EXERCISE OBJECTIVE
Each entry below is to be transcribed exactly.

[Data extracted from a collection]
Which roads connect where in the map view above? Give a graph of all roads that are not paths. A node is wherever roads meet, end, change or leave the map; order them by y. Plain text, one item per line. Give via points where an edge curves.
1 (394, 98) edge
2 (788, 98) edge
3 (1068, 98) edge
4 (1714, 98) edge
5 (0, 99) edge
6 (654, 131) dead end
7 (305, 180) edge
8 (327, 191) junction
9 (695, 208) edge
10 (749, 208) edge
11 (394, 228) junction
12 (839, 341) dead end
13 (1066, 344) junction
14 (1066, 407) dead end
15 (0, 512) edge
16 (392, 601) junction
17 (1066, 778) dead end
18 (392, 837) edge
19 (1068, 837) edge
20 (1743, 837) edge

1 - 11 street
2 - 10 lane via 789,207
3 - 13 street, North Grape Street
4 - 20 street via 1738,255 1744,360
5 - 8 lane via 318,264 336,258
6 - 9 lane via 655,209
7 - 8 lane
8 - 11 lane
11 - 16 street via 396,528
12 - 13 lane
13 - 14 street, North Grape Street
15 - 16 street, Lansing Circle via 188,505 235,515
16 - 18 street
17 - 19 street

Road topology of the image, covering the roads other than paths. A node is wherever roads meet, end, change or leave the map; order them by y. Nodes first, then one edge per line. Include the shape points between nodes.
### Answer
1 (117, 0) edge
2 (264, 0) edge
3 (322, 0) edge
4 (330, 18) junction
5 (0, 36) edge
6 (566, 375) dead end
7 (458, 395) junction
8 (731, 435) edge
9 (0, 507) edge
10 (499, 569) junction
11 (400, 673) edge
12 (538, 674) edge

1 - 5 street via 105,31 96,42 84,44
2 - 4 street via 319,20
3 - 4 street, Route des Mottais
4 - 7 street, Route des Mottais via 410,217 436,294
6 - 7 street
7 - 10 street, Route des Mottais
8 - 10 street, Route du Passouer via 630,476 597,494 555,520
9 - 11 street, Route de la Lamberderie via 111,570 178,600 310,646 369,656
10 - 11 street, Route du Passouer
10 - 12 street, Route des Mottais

SOLUTION FOR THIS TASK
Which roads connect where in the map view above? Give a graph of all roads that are not paths. A node is wherever roads meet, end, change or leave the map; order them by y. Plain text, one item per line. Give via points where an edge curves.
1 (394, 98) edge
2 (788, 98) edge
3 (1068, 98) edge
4 (1714, 98) edge
5 (0, 99) edge
6 (654, 131) dead end
7 (305, 180) edge
8 (327, 191) junction
9 (695, 208) edge
10 (749, 208) edge
11 (394, 228) junction
12 (839, 341) dead end
13 (1066, 344) junction
14 (1066, 407) dead end
15 (0, 512) edge
16 (392, 601) junction
17 (1066, 778) dead end
18 (392, 837) edge
19 (1068, 837) edge
20 (1743, 837) edge

1 - 11 street
2 - 10 lane via 789,207
3 - 13 street, North Grape Street
4 - 20 street via 1738,255 1744,360
5 - 8 lane via 318,264 336,258
6 - 9 lane via 655,209
7 - 8 lane
8 - 11 lane
11 - 16 street via 396,528
12 - 13 lane
13 - 14 street, North Grape Street
15 - 16 street, Lansing Circle via 188,505 235,515
16 - 18 street
17 - 19 street

Road topology of the image, covering the roads other than paths. A node is wherever roads meet, end, change or leave the map; order them by y. Nodes first, then one edge per line. Include the shape points between nodes.
### Answer
1 (117, 0) edge
2 (264, 0) edge
3 (322, 0) edge
4 (330, 18) junction
5 (0, 36) edge
6 (566, 375) dead end
7 (458, 395) junction
8 (731, 435) edge
9 (0, 507) edge
10 (499, 569) junction
11 (400, 673) edge
12 (538, 674) edge

1 - 5 street via 105,31 96,42 84,44
2 - 4 street via 319,20
3 - 4 street, Route des Mottais
4 - 7 street, Route des Mottais via 410,217 436,294
6 - 7 street
7 - 10 street, Route des Mottais
8 - 10 street, Route du Passouer via 630,476 597,494 555,520
9 - 11 street, Route de la Lamberderie via 111,570 178,600 310,646 369,656
10 - 11 street, Route du Passouer
10 - 12 street, Route des Mottais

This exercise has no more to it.